■ **Your task**
Search the material for "website" and show all lines that contain it.

■ **Available data**

Start of Block

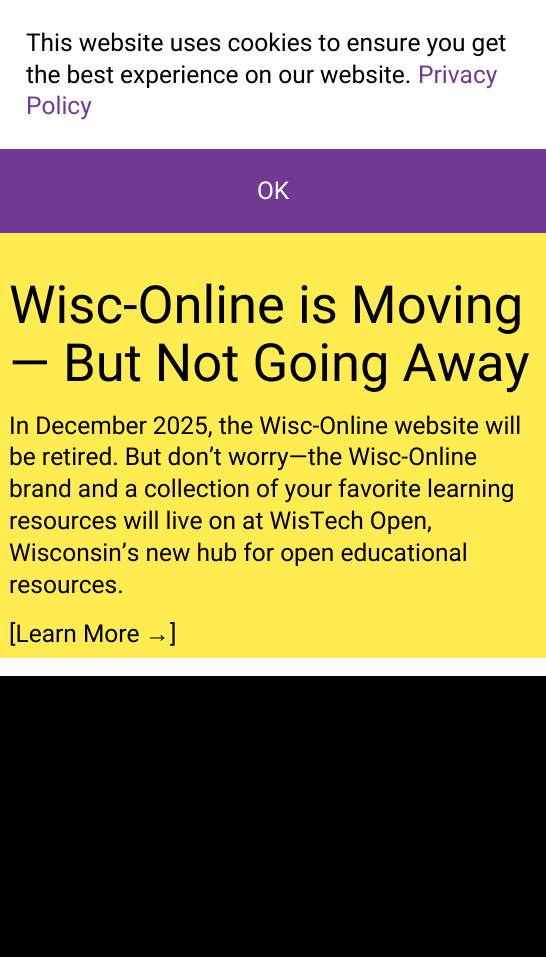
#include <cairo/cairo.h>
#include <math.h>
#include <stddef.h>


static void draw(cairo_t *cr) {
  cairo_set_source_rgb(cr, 1, 1, 1);
  cairo_paint(cr);
  cairo_set_source_rgb(cr, 114 / 255.0, 57 / 255.0, 147 / 255.0);
  cairo_rectangle(cr, 0, 149, 546, 84);
  cairo_fill(cr);
  cairo_set_source_rgb(cr, 1, 236 / 255.0, 81 / 255.0);
  cairo_rectangle(cr, 0, 233, 546, 425);
  cairo_fill(cr);
  cairo_set_source_rgb(cr, 0, 0, 0);
  cairo_rectangle(cr, 0, 676, 546, 281);
  cairo_fill(cr);
  cairo_select_font_face(cr, "Roboto", CAIRO_FONT_SLANT_NORMAL, CAIRO_FONT_WEIGHT_NORMAL);
  cairo_set_font_size(cr, 24.5);
  cairo_move_to(cr, 26, 51);
  cairo_show_text(cr, "This website uses cookies to ensure you get");
  cairo_move_to(cr, 26, 83);
  cairo_show_text(cr, "the best experience on our website.");
  cairo_set_source_rgb(cr, 114 / 255.0, 57 / 255.0, 147 / 255.0);
  cairo_move_to(cr, 418, 83);
  cairo_show_text(cr, "Privacy");
  cairo_move_to(cr, 26, 114);
  cairo_show_text(cr, "Policy");
  cairo_set_source_rgb(cr, 1, 1, 1);
  cairo_move_to(cr, 257, 199);
  cairo_show_text(cr, "OK");
  cairo_set_font_size(cr, 52.5);
  cairo_set_source_rgb(cr, 0, 0, 0);
  cairo_move_to(cr, 9, 323);
  cairo_show_text(cr, "Wisc-Online is Moving");
  cairo_move_to(cr, 9, 381);
  cairo_show_text(cr, "— But Not Going Away");
  cairo_set_font_size(cr, 24.5);
  cairo_move_to(cr, 9, 434);
  cairo_show_text(cr, "In December 2025, the Wisc-Online website will");
  cairo_move_to(cr, 9, 465);
  cairo_show_text(cr, "be retired. But don’t worry—the Wisc-Online");
  cairo_move_to(cr, 9, 497);
  cairo_show_text(cr, "brand and a collection of your favorite learning");
  cairo_move_to(cr, 9, 529);
  cairo_show_text(cr, "resources will live on at WisTech Open,");
  cairo_move_to(cr, 9, 561);
  cairo_show_text(cr, "Wisconsin’s new hub for open educational");
  cairo_move_to(cr, 9, 593);
  cairo_show_text(cr, "resources.");
  cairo_move_to(cr, 9, 642);
  cairo_show_text(cr, "[Learn More");
  cairo_select_font_face(cr, "Liberation Sans", CAIRO_FONT_SLANT_NORMAL, CAIRO_FONT_WEIGHT_NORMAL);
  cairo_move_to(cr, 145, 642);
  cairo_show_text(cr, "→");
  cairo_select_font_face(cr, "Roboto", CAIRO_FONT_SLANT_NORMAL, CAIRO_FONT_WEIGHT_NORMAL);
  cairo_move_to(cr, 170, 642);
  cairo_show_text(cr, "]");
}

int main(void) {
  cairo_surface_t *surface = cairo_image_surface_create(CAIRO_FORMAT_RGB24, 546, 957);
  cairo_t *cr = cairo_create(surface);
  cairo_font_options_t *options = cairo_font_options_create();
  cairo_font_options_set_hint_metrics(options, CAIRO_HINT_METRICS_OFF);
  cairo_font_options_set_hint_style(options, CAIRO_HINT_STYLE_NONE);
  cairo_set_font_options(cr, options);
  cairo_set_miter_limit(cr, 4);
  draw(cr);
  cairo_surface_write_to_png(surface, "out.png");
  cairo_font_options_destroy(options);
  cairo_destroy(cr);
  cairo_surface_destroy(surface);
  return 0;
}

End of Block

■ **Response area**
  cairo_show_text(cr, "This website uses cookies to ensure you get");
  cairo_show_text(cr, "the best experience on our website.");
  cairo_show_text(cr, "In December 2025, the Wisc-Online website will");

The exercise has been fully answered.